Goal of the exercise ::
State the number of lines in the records that contain "image", with no other words.

Source records ::
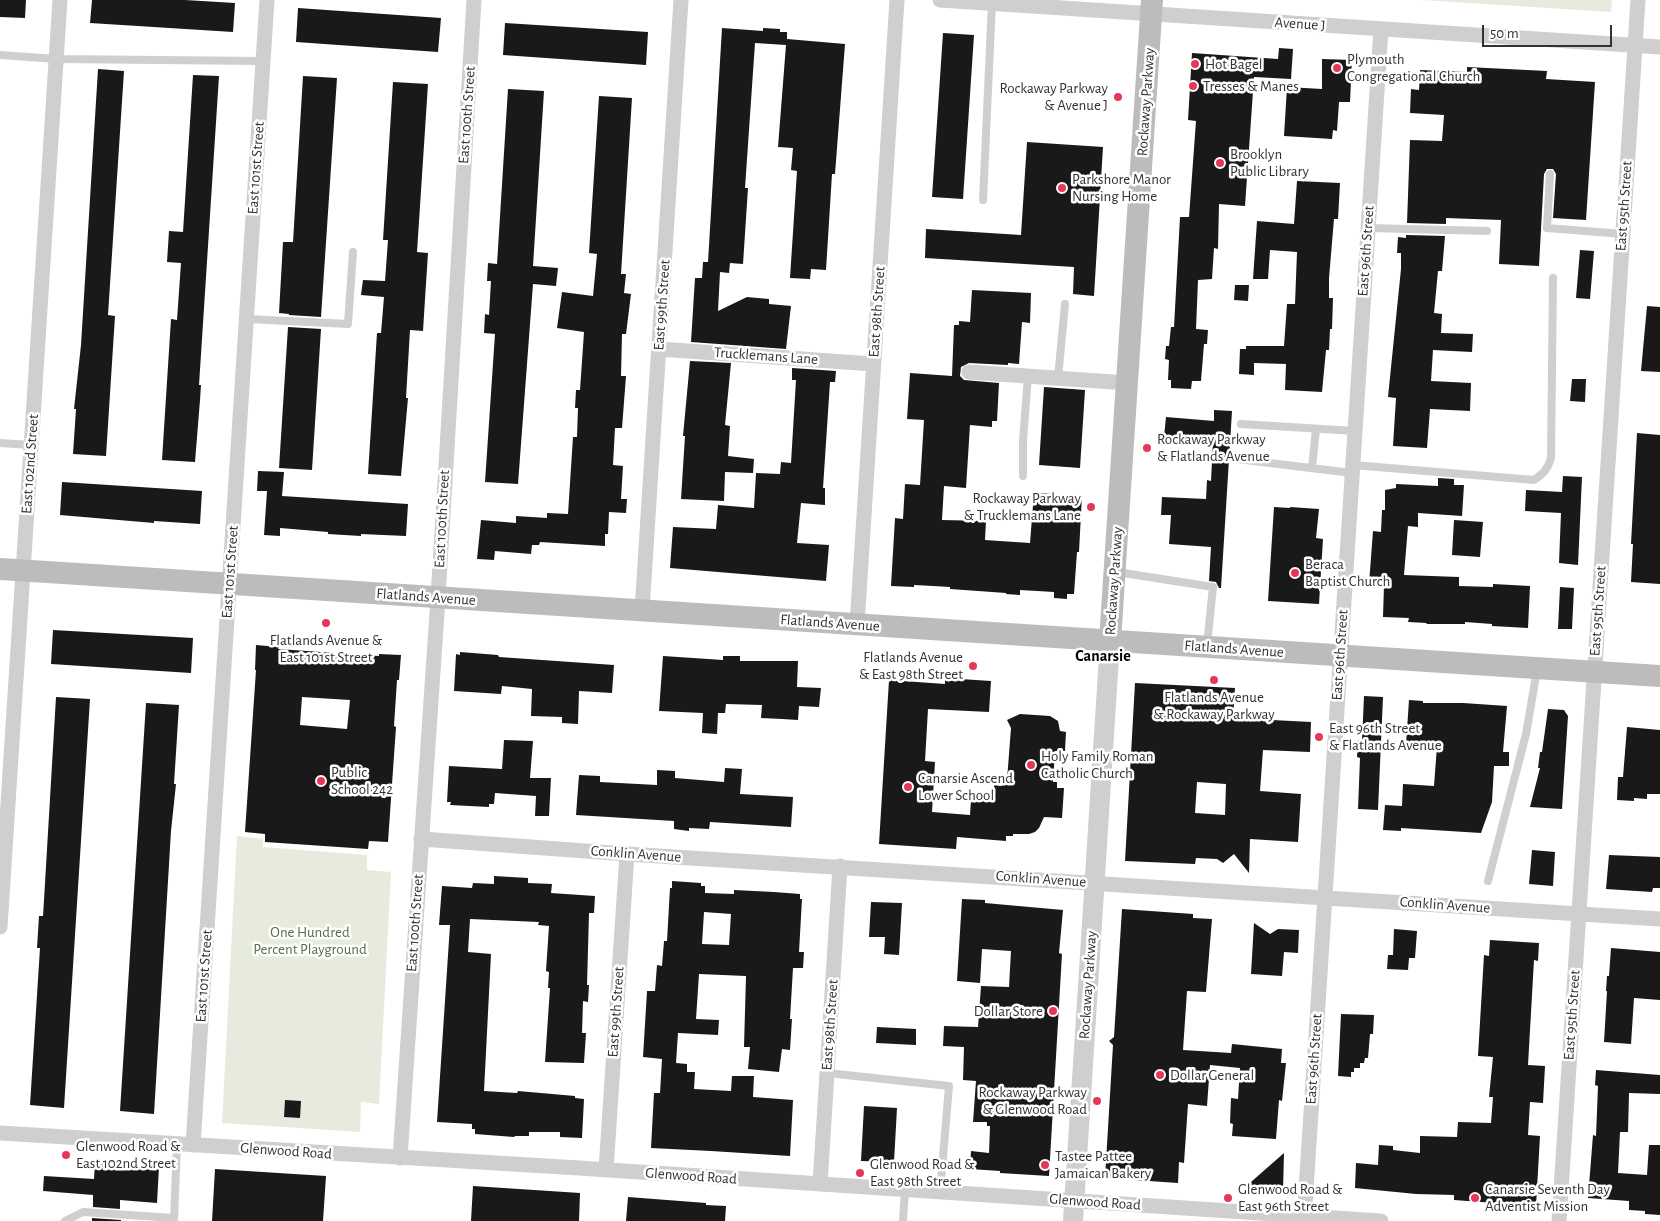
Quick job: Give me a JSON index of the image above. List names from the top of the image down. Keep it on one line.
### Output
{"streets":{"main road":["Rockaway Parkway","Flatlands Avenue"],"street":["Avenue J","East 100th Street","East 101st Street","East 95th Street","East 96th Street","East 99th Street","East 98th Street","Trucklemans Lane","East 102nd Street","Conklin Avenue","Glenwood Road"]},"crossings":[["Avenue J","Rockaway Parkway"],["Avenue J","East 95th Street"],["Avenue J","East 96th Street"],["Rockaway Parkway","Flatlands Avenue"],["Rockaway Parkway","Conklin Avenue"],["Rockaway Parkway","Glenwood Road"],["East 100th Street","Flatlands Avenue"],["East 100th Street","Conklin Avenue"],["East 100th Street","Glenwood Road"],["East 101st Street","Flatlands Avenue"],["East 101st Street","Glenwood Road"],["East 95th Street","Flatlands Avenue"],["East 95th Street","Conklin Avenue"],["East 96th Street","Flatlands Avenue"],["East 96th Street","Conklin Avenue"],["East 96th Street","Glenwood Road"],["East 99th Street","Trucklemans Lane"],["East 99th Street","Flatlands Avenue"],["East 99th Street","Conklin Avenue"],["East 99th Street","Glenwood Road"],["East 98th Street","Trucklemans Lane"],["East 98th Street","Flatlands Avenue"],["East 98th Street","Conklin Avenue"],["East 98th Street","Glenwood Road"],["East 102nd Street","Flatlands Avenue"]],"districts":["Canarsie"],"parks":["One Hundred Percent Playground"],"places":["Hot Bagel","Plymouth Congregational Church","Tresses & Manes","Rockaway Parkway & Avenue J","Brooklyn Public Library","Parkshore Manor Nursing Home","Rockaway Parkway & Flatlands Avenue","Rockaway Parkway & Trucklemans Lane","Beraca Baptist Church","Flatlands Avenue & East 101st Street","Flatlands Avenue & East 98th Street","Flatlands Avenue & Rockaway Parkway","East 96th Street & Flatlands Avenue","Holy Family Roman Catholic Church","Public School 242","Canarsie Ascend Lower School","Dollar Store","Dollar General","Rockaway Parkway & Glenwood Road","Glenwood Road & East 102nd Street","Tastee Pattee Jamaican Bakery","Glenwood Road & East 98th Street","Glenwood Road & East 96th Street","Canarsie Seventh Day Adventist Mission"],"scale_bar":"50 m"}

==

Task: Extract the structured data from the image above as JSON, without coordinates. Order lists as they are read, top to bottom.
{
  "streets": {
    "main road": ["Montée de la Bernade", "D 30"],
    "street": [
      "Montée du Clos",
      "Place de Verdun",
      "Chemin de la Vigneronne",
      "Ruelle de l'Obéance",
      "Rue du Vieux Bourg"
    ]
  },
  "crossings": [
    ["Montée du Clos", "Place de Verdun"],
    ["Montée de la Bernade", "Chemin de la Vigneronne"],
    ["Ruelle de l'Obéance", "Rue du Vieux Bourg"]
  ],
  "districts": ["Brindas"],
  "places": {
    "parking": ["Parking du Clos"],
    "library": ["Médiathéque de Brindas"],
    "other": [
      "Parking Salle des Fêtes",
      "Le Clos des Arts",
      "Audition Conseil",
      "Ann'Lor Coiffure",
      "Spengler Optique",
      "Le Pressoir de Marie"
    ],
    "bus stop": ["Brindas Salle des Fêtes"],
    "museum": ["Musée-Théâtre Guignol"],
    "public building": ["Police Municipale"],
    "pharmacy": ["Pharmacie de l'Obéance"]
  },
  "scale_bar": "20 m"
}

Task solution ::
2